With the introduction of Pause-resumeable events, you can clean up this type of workflow up easily. In the example described, when the click event occurs the parent widget listens for this event and calls event.pause() to stop the event from bubbling. It performs the validation and when ready, calls event.resume().

How

Building on the example in the How section, below is sample code for a tabs widget that uses Pausable and Resumable Events. The tabs widget has a parent that listens for a 'show' event and validates the checkbox was clicked in the first content area. Once the validation succeeds, the event is resumed to show the next tab's content.

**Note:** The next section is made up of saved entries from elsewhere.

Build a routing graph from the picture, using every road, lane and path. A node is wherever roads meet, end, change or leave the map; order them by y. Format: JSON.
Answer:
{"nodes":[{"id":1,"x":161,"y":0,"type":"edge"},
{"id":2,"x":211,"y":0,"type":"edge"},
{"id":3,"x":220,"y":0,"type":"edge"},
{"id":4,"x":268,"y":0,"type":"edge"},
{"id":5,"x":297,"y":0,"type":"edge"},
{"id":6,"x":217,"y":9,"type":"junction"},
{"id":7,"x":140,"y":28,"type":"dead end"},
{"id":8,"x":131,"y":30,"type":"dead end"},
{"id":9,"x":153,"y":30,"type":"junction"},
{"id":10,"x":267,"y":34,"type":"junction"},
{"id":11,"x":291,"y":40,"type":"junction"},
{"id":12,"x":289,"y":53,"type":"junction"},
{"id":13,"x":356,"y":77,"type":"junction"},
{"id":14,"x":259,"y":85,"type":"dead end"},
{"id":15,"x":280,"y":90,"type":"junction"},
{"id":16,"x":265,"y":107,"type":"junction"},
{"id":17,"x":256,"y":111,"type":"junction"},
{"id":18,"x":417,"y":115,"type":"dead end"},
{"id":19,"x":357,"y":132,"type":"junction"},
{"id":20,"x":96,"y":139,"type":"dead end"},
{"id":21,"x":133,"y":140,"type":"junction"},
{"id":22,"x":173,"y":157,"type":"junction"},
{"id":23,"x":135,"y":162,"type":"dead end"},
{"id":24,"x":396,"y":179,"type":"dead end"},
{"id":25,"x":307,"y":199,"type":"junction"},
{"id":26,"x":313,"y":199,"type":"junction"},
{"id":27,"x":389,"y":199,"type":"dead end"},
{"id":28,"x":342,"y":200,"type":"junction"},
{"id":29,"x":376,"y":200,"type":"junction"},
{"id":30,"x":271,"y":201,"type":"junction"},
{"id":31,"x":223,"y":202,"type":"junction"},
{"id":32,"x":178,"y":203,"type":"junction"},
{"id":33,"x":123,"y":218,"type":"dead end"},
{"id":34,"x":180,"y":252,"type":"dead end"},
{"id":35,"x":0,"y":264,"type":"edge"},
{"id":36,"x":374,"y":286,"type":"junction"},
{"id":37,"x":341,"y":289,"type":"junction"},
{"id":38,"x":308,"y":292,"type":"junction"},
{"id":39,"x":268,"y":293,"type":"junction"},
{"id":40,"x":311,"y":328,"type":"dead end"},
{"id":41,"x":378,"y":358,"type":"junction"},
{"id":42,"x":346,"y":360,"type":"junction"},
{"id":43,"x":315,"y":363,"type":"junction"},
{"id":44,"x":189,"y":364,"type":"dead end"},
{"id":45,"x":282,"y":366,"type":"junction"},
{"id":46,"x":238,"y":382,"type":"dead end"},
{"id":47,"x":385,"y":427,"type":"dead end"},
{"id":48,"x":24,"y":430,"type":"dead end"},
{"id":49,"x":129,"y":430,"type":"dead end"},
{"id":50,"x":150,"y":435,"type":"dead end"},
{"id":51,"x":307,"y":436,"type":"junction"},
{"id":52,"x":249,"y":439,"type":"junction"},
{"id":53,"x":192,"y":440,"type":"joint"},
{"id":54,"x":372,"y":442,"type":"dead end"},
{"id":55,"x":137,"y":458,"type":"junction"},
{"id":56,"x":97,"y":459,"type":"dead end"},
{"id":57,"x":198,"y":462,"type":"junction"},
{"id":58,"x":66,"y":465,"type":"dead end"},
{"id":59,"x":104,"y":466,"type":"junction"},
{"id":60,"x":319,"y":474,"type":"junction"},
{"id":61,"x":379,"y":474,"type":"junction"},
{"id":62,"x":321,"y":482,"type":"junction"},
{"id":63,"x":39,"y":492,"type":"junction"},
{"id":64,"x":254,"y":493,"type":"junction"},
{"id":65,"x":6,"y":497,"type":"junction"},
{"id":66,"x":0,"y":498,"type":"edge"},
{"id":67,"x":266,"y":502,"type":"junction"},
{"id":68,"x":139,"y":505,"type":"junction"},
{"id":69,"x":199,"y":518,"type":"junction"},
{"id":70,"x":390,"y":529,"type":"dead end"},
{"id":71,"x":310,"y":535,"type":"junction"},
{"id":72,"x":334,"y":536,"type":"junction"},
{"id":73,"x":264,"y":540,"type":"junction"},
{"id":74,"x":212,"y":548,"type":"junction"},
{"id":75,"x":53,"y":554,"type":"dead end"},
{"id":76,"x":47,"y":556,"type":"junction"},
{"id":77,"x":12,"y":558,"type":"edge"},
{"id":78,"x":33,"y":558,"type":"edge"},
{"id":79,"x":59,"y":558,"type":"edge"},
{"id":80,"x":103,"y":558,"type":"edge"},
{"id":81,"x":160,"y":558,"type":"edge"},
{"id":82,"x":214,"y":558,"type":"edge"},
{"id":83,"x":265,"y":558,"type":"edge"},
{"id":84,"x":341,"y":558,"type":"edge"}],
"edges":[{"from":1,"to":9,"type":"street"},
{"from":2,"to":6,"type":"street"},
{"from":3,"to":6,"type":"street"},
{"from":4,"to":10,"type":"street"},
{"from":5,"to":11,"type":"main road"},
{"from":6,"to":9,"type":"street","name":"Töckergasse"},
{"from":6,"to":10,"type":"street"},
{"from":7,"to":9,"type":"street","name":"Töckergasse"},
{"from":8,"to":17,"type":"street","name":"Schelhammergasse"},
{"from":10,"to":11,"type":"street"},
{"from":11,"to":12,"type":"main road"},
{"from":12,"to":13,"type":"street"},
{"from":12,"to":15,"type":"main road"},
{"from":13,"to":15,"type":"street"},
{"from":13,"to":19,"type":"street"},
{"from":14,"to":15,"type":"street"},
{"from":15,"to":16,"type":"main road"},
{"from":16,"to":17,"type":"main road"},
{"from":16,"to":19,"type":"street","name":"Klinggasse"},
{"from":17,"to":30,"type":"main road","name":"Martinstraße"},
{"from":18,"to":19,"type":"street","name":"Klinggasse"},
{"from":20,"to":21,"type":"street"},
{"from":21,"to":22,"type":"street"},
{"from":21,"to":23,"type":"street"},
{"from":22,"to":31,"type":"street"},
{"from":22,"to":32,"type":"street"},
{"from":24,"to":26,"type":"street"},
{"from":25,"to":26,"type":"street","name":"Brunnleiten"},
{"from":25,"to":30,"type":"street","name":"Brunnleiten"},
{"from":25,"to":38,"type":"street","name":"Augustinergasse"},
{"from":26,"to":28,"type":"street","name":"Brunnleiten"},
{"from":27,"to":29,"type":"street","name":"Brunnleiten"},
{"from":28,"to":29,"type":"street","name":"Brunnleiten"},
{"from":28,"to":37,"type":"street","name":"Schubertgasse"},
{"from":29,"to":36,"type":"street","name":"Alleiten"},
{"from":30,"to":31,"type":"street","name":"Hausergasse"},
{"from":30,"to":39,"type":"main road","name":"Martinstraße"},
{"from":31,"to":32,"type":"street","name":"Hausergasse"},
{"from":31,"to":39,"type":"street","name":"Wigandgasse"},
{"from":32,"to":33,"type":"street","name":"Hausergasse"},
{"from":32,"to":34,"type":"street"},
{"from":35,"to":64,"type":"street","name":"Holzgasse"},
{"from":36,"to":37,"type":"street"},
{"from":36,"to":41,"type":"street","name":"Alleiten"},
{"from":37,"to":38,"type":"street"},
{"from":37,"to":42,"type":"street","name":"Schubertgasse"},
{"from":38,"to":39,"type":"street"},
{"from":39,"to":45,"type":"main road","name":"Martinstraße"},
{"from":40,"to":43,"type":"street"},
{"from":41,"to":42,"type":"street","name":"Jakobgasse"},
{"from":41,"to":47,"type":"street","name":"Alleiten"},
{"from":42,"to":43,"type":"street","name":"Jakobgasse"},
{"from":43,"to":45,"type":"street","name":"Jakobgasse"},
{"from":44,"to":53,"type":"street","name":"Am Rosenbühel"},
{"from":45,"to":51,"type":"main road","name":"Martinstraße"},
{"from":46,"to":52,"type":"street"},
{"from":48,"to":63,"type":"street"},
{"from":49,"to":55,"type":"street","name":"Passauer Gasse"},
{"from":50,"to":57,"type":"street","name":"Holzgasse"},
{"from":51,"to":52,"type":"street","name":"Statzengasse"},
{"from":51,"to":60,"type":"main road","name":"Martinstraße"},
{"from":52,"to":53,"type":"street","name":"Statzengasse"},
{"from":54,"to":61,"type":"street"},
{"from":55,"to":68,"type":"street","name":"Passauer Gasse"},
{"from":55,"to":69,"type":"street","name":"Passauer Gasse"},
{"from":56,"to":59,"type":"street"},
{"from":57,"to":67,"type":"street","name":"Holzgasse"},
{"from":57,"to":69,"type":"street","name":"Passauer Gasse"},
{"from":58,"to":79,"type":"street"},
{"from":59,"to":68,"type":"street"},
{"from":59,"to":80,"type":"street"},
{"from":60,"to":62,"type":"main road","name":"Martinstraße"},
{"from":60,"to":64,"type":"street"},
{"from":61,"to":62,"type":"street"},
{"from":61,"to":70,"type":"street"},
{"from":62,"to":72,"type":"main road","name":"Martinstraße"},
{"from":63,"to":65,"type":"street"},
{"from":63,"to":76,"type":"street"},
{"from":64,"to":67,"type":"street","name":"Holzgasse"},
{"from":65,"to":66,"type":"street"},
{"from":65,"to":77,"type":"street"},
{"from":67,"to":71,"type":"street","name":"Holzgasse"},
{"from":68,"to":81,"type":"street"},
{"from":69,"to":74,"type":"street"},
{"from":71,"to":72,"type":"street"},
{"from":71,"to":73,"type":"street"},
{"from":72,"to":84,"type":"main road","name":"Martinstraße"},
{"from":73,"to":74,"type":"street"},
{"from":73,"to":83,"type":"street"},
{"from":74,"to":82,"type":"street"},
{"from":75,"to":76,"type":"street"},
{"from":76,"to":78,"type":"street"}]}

Below we listen for '.button' to be clicked passing a callback. When the event has successfully completed, it will trigger 'show' on the next panel.

$.Controller('Tabs',{
    ".button click" : function(el){
        var panel = this.getPanelFromButton( el );
        panel.triggerAsync('show', function(){
            panel.show();
        })
    }
})

Once the item was clicked, a parent listens for the 'show' event and pauses the event. It then checks the form in the first tab for the checkbox to be clicked and resumes the event.

$('#parentDiv').bind('show', function(event){
    event.pause();

    if($('#tab1').find('input:checkbox').is('checked')) {
        event.resume();
    }
});

For more in-depth documentation and demo, check out our (documentation library)[http://www.javascriptmvc.com/jmvc/docs.html#!jquery.event.pause]. Our (MXUI tab widget)[https://github.com/jupiterjs/mxui/tree/master/nav/tabs] also utilizes these events.

Conclusion

The use cases for this type of event management are wide. It ranges anywhere from pausing a tab click and loading HTML in the next tab to handling a large application that is constantly validating form input and show/hiding items.

Pausable and Resumable Events allow you to handle this type of event management for validating and resuming events with ease and more maintainable code.